(Source data)
_ _ _ _
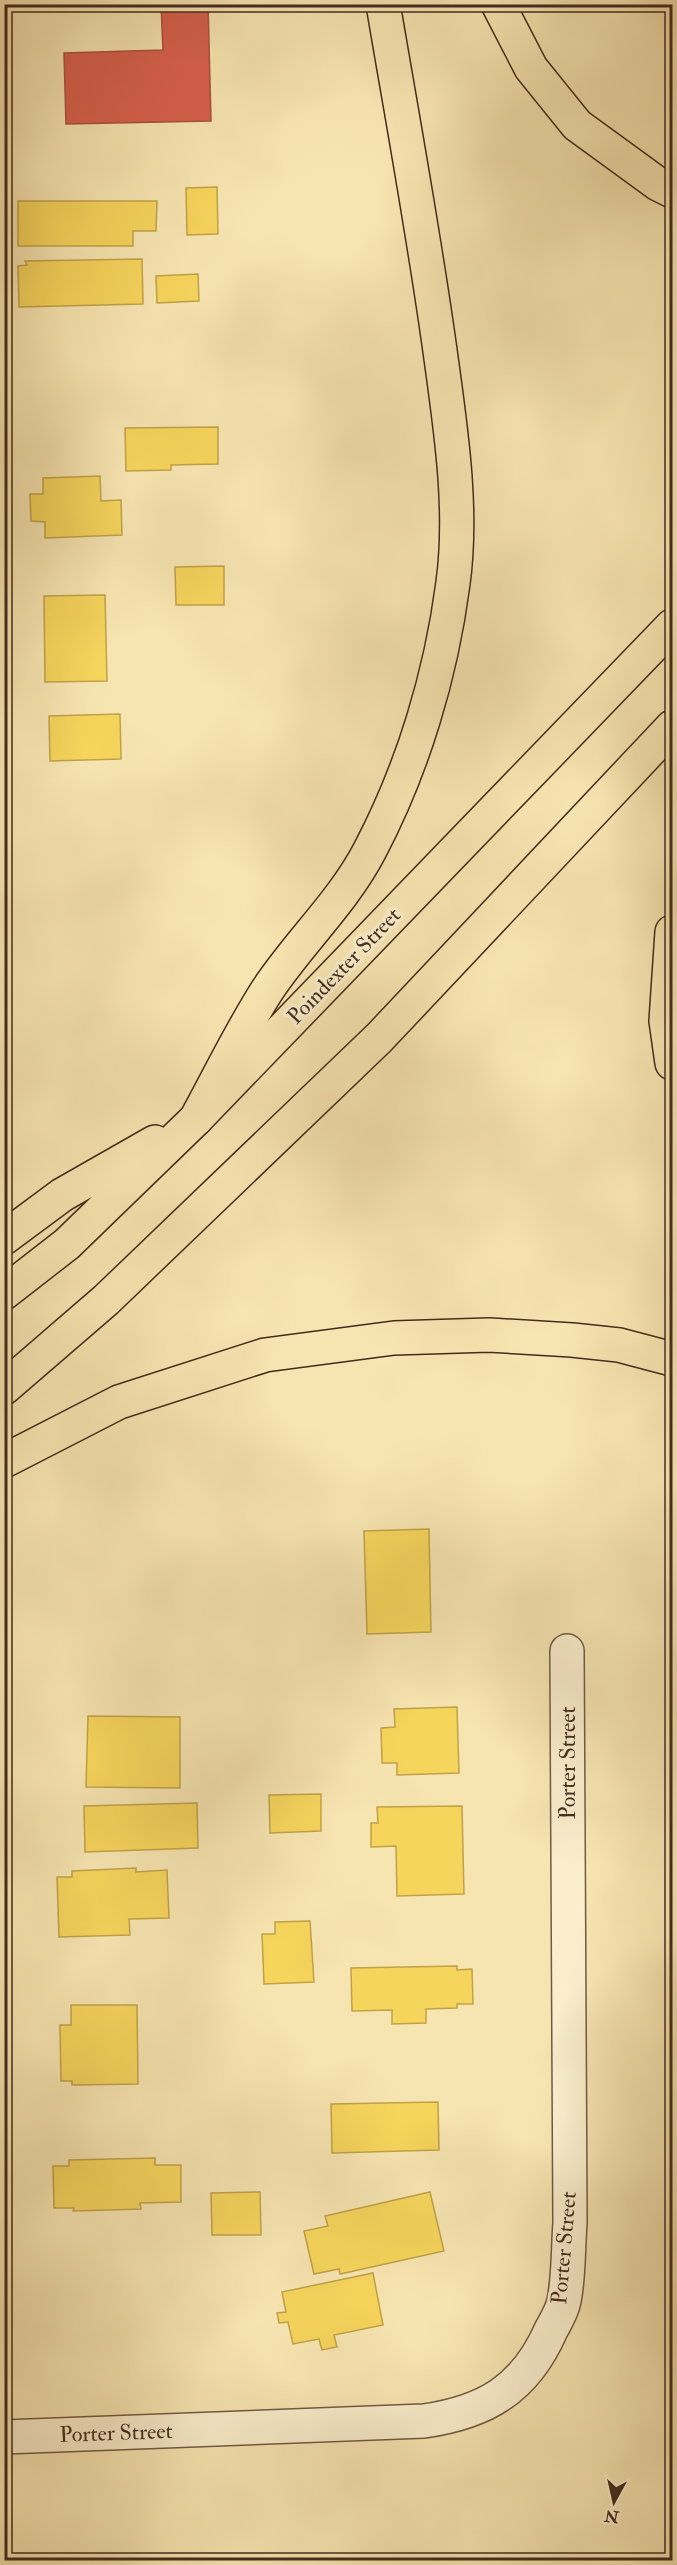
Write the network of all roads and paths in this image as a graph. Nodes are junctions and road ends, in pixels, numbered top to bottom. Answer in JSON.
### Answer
{"nodes":[{"id":1,"x":383,"y":4,"type":"edge"},
{"id":2,"x":498,"y":4,"type":"edge"},
{"id":3,"x":672,"y":191,"type":"edge"},
{"id":4,"x":672,"y":626,"type":"edge"},
{"id":5,"x":672,"y":727,"type":"edge"},
{"id":6,"x":672,"y":932,"type":"edge"},
{"id":7,"x":672,"y":1063,"type":"edge"},
{"id":8,"x":196,"y":1119,"type":"junction"},
{"id":9,"x":4,"y":1238,"type":"edge"},
{"id":10,"x":4,"y":1293,"type":"edge"},
{"id":11,"x":672,"y":1359,"type":"edge"},
{"id":12,"x":4,"y":1388,"type":"edge"},
{"id":13,"x":4,"y":1461,"type":"edge"},
{"id":14,"x":567,"y":1651,"type":"dead end"},
{"id":15,"x":4,"y":2437,"type":"edge"}],
"edges":[{"from":1,"to":8,"type":"main road"},
{"from":2,"to":3,"type":"main road"},
{"from":4,"to":8,"type":"main road","name":"Poindexter Street"},
{"from":5,"to":12,"type":"main road"},
{"from":6,"to":7,"type":"main road"},
{"from":8,"to":9,"type":"main road"},
{"from":8,"to":10,"type":"main road","name":"Poindexter Street"},
{"from":11,"to":13,"type":"main road"},
{"from":14,"to":15,"type":"street","name":"Porter Street"}]}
_ _ _ _
Try it: Which lines of the data include the string "main"? Copy each of them.

Your response:
"edges":[{"from":1,"to":8,"type":"main road"},
{"from":2,"to":3,"type":"main road"},
{"from":4,"to":8,"type":"main road","name":"Poindexter Street"},
{"from":5,"to":12,"type":"main road"},
{"from":6,"to":7,"type":"main road"},
{"from":8,"to":9,"type":"main road"},
{"from":8,"to":10,"type":"main road","name":"Poindexter Street"},
{"from":11,"to":13,"type":"main road"},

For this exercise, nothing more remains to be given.